Are Medical Exam Gloves Sanitary?

Thursday, August 16, 2018 - 8:38pm
Are Medical Exam Gloves Sanitary?
This post was written with the expertise of My Glove Depot, a company that provides medical exam gloves by the case in Sacramento, CA.

When undergoing any type of medical procedure, or even when visiting your physician for an annual physical, the use of medical exam gloves is common. Some of us may automatically associate the blue or white gloves with the smell and bright lights of a doctor’s office. While it is important that these medical professionals wear gloves to prevent spreading illness or disease, it is equally as important to consider the gloves themselves. Is it possible that these gloves will expire over time and create health problems during a procedure (or even during healing)? While it is important to stay vigilant, it is also wise to do some research before letting the fear take over about the sanitary properties of medical exam gloves.

Shelf Life

An important factor regarding the condition of medical gloves is the temperature at which they are stored. It is advised that if the gloves are stored in a hot and humid area, the material is likely to deteriorate much faster than if they were stored in a cool and dry place. Of course, it is also essential that they are stored far away from any contaminating chemicals or cleaning supplies. Most of this is simply common sense when it comes to handling medical supplies.

Given that the gloves are stored properly and handled with care, the normal shelf life for nitrile or latex items is around four years. For further clarity each box of gloves comes with storage instructions on the box. With this knowledge, not only are medical professionals able to keep their glove storage sanitary and up to date, but also the average user of exam gloves. Sometimes, teachers or even campers rely on these gloves for hand protection. Because they are versatile and generally affordable, they are able to be used in many different ways.

Powdered Gloves, No More

In January of 2017, the FDA released a statement that focused on the topic of medical exam gloves.
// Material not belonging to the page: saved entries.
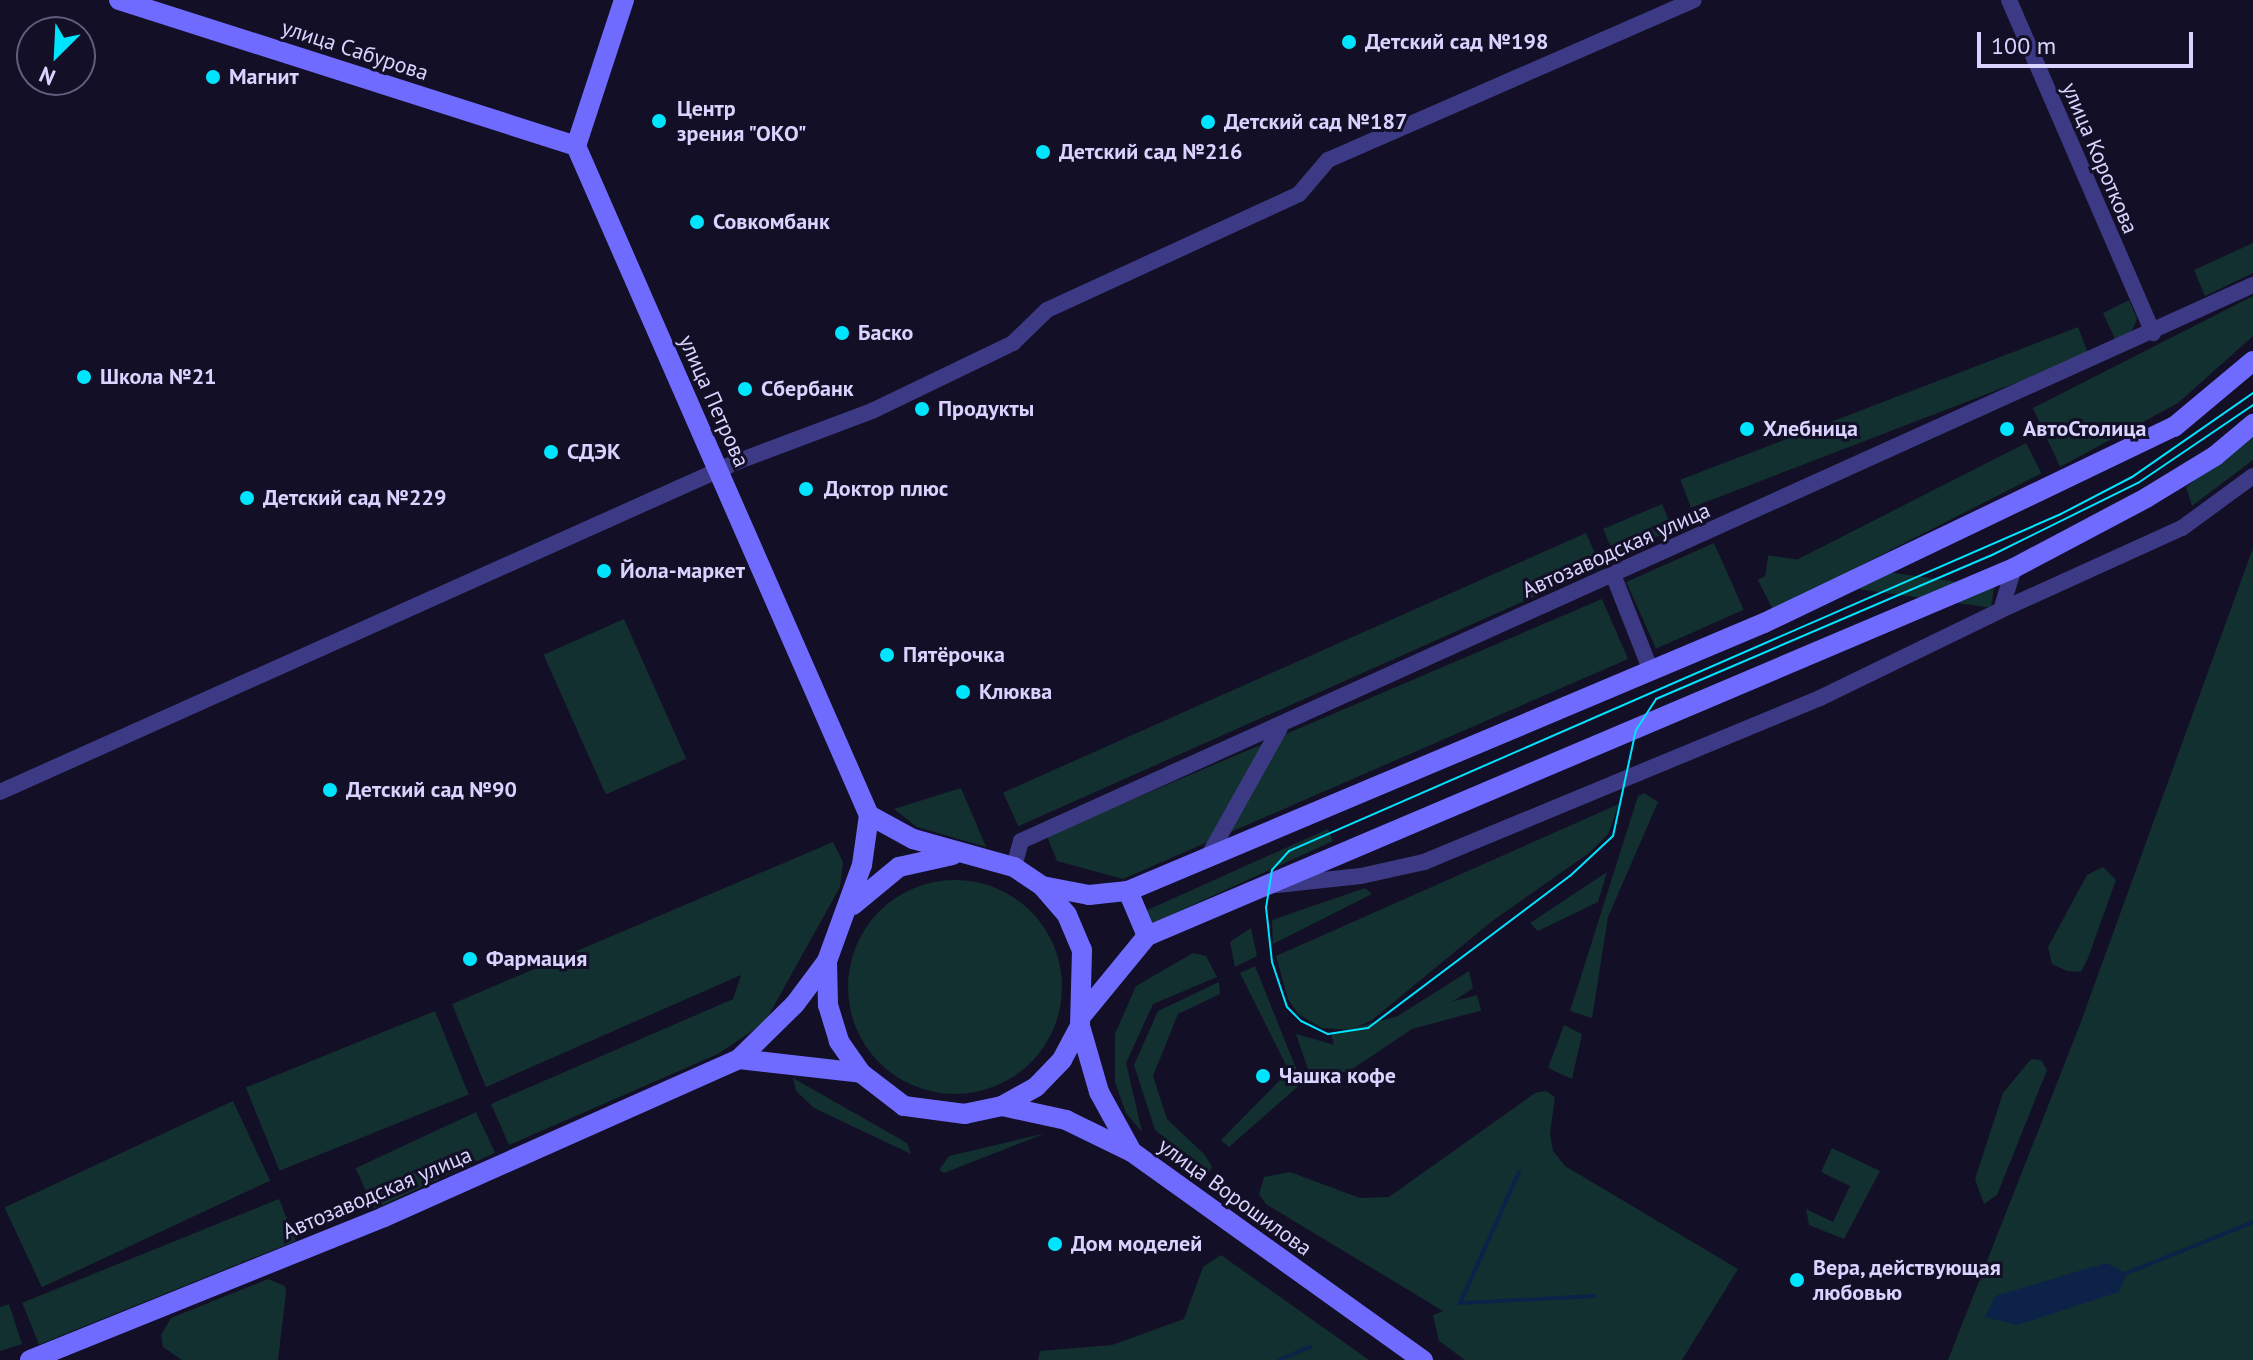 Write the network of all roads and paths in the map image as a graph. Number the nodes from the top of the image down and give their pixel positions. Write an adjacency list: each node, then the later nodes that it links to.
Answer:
1 (119, 0): 5 (main road, улица Сабурова)
2 (624, 0): 5 (main road)
3 (1694, 0): 10 (street)
4 (2009, 0): 7 (street, улица Короткова)
5 (576, 146): 10 (main road, улица Петрова)
6 (2253, 285): 7 (street, Автозаводская улица)
7 (2153, 333): 13 (street, Автозаводская улица)
8 (2253, 361): 15 (main road)
9 (2253, 424): 12 (main road)
10 (718, 472): 17 (street); 18 (main road, улица Петрова)
11 (2253, 476): 14 (street)
12 (2014, 568): 14 (street); 23 (main road)
13 (1614, 577): 15 (street); 16 (street, Автозаводская улица)
14 (2001, 610): 23 (street)
15 (1651, 671): 20 (main road)
16 (1280, 728): 20 (street); 21 (street, Автозаводская улица)
17 (0, 792)
18 (869, 815): 19 (main road); 25 (main road)
19 (965, 854): 21 (main road); 25 (main road)
20 (1209, 855): 24 (main road)
21 (1014, 867): 22 (main road)
22 (1042, 886): 24 (main road); 28 (main road)
23 (1259, 887): 26 (main road)
24 (1128, 891): 26 (main road)
25 (848, 911): 27 (main road)
26 (1147, 936): 28 (main road)
27 (827, 961): 29 (main road); 30 (main road)
28 (1081, 1020): 31 (main road); 32 (main road, улица Ворошилова)
29 (739, 1059): 30 (main road); 33 (main road, Автозаводская улица)
30 (861, 1073): 31 (main road)
31 (1002, 1106): 32 (main road)
32 (1132, 1152): 34 (main road, улица Ворошилова)
33 (30, 1360)
34 (1423, 1360)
These gloves, the ones coated in powder specifically, have been banned from being used in any type of professional medical procedure or examination. It is thought that the powder actually increases the risk of illness or injury. The powder itself is not toxic, but it can elicit different reactions when being used on skin. Through this ban, both the patient and the professional are further protected. This ban was based on research comparing powdered gloves to standard latex gloves.

It is possible that the powder can create certain inflammatory responses in patients, as well as create surgical complications when dealing with patients who have adhesions. It is also important to consider the impact of patients who may be allergic to the powder that coats the gloves. They are coated in order to provide an easy way to put them on, but it is not a necessary feature of medical exam gloves. Through this ban, the FDA determined that this would not cause any type of detrimental or economic impact on the healthcare industry. They actually determined that this ban would create a positive change in net benefits, along with the overall positive change in health of patients that are being seen/operated on.

Following Procedure

While there are always a fair amount of risks involved in the medical field, it is thought that the worry of expired or unsanitary gloves should not be a consuming thought. It is generally known that if the gloves are being stored properly, the risk of contamination should be kept to a minimum. Some companies even claim that gloves can last beyond the standard four-year shelf life. However, as there is no official guarantee that medical supply companies are willing to extend to consumers, the FDA can be utilized as a reference point of information.

If the packaging is broken, the guidelines for shelf life are obviously not applicable since the gloves are already contaminated by being exposed to outside elements. Temperature also impacts the way that the gloves will hold up in storage. A sealed box with extended exposure to ozone/ultraviolet light as well as temperatures above 90 degrees are some factors that can contribute to deterioration. When latex is heated too much, cracks can form and tear the material. The heat breaks down the components, making them weak and unfit for use. It is easy to identify this upon putting on the gloves, as the cracks will be evident. As previously mentioned, medical exam gloves do not necessarily expire, and it is easy to recognize if they are unfit for use by a quick inspection of them.